A categoria G90 abrange diversas condições, que variam de formas primárias (quando a disfunção é a doença principal) até secundárias (decorrentes de outras enfermidades, como o diabetes). Por envolver processos vitais, esses transtornos podem causar desconfortos significativos no dia a dia do paciente, exigindo uma abordagem médica cuidadosa e personalizada.
Lembre-se: este conteúdo tem caráter exclusivamente informativo. Apenas uma avaliação médica presencial com um profissional qualificado pode confirmar um diagnóstico e indicar o tratamento adequado.
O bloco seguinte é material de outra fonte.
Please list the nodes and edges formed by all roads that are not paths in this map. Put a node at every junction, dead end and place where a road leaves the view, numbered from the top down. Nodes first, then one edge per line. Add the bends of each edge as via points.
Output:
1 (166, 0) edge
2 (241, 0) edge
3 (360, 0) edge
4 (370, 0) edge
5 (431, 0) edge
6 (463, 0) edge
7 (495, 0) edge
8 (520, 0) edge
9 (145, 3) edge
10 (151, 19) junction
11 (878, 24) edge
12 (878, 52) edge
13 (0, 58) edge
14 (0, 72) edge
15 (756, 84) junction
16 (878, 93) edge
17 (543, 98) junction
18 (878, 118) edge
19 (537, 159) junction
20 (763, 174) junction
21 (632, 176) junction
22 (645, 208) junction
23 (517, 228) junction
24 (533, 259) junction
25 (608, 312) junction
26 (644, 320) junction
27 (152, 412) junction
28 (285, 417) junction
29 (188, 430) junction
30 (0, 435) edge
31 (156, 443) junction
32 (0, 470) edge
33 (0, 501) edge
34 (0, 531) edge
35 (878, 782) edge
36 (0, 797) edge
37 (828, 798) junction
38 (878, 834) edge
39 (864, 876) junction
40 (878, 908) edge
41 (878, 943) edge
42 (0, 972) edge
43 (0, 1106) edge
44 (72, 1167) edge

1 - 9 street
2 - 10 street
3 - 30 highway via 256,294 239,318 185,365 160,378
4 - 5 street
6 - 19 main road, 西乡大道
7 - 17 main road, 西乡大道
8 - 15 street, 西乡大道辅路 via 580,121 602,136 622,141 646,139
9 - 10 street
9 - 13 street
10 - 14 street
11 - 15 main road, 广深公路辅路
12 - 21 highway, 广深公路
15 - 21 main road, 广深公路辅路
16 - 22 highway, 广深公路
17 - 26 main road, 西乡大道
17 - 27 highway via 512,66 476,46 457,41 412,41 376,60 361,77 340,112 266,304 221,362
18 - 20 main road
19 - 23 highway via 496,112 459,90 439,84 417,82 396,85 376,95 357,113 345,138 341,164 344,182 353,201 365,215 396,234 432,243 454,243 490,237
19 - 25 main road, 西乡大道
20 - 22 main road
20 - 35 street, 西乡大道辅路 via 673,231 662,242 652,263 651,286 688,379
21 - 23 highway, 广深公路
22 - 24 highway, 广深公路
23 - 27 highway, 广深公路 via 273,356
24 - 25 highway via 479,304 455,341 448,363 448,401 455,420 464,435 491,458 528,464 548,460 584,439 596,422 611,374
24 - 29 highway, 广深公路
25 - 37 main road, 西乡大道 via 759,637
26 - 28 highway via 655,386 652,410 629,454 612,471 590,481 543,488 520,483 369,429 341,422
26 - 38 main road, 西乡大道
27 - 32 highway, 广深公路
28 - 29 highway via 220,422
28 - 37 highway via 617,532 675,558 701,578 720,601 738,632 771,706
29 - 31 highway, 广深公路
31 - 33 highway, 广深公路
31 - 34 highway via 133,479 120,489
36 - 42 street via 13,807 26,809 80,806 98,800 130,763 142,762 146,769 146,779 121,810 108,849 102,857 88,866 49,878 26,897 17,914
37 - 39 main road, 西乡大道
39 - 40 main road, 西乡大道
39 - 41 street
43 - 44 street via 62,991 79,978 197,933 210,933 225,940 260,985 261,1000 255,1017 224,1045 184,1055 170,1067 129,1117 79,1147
O diagnóstico dos transtornos do sistema nervoso autônomo é essencialmente clínico e começa com um histórico detalhado dos sintomas do paciente. O médico investigará os momentos em que as queixas surgem, o estilo de vida, o uso de medicamentos e o histórico de outras doenças crônicas. Exames laboratoriais de sangue e urinários costumam ser solicitados para pesquisar causas secundárias, como diabetes ou deficiências vitamínicas. Para avaliar diretamente a função autonômica, podem ser realizados exames específicos, como o teste da mesa inclinada (Tilt-Table Test), medições da variabilidade da frequência cardíaca, testes de resposta do suor (sudomotor) e monitoramento contínuo da pressão arterial em diferentes posições corporais.
O tratamento para as condições classificadas no CID G90 depende da causa subjacente e dos sintomas mais expressivos de cada paciente. Quando o transtorno é secundário a outra doença, o objetivo primário é o controle rigoroso dessa causa base. A abordagem geralmente envolve uma combinação de medidas não medicamentosas e terapêuticas específicas. As estratégias frequentemente incluem mudanças no estilo de vida, como aumento na ingestão de água e sal (quando autorizado pelo médico), uso de meias elásticas de compressão, fracionamento das refeições e fisioterapia com rotinas de exercícios adaptados. Quando necessário, medicamentos podem ser prescritos para regular a pressão arterial, controlar a frequência cardíaca ou melhorar a motilidade gastrointestinal.
É recomendável procurar atendimento médico se você apresentar episódios de tontura recorrente ao se levantar, desmaios sem causa aparente, palpitações frequentes ou alterações intestinais e urinárias persistentes que afetem sua rotina. Procure um serviço de emergência imediatamente se houver perda repentina de consciência, dor no peito ou falta de ar intensa.
Indica que o médico identificou ou está investigando uma alteração nas funções automáticas e involuntárias do corpo reguladas pelo sistema nervoso autônomo.
Disautonomia é o termo médico geral para disfunções do sistema nervoso autônomo. O código G90 é a categoria formal da CID-10 usada para registrar esses transtornos.
O prognóstico depende da causa. Se a origem for controlável ou reversível, pode haver cura ou grande melhora. Em casos crônicos, o tratamento foca na gestão eficaz dos sintomas.
O neurologista costuma ser o especialista principal, mas o acompanhamento muitas vezes envolve cardiologistas, endocrinologistas ou clínicos gerais, dependendo dos sistemas afetados.
Este conteúdo é informativo e não substitui a avaliação médica. Apenas um profissional habilitado pode confirmar o diagnóstico.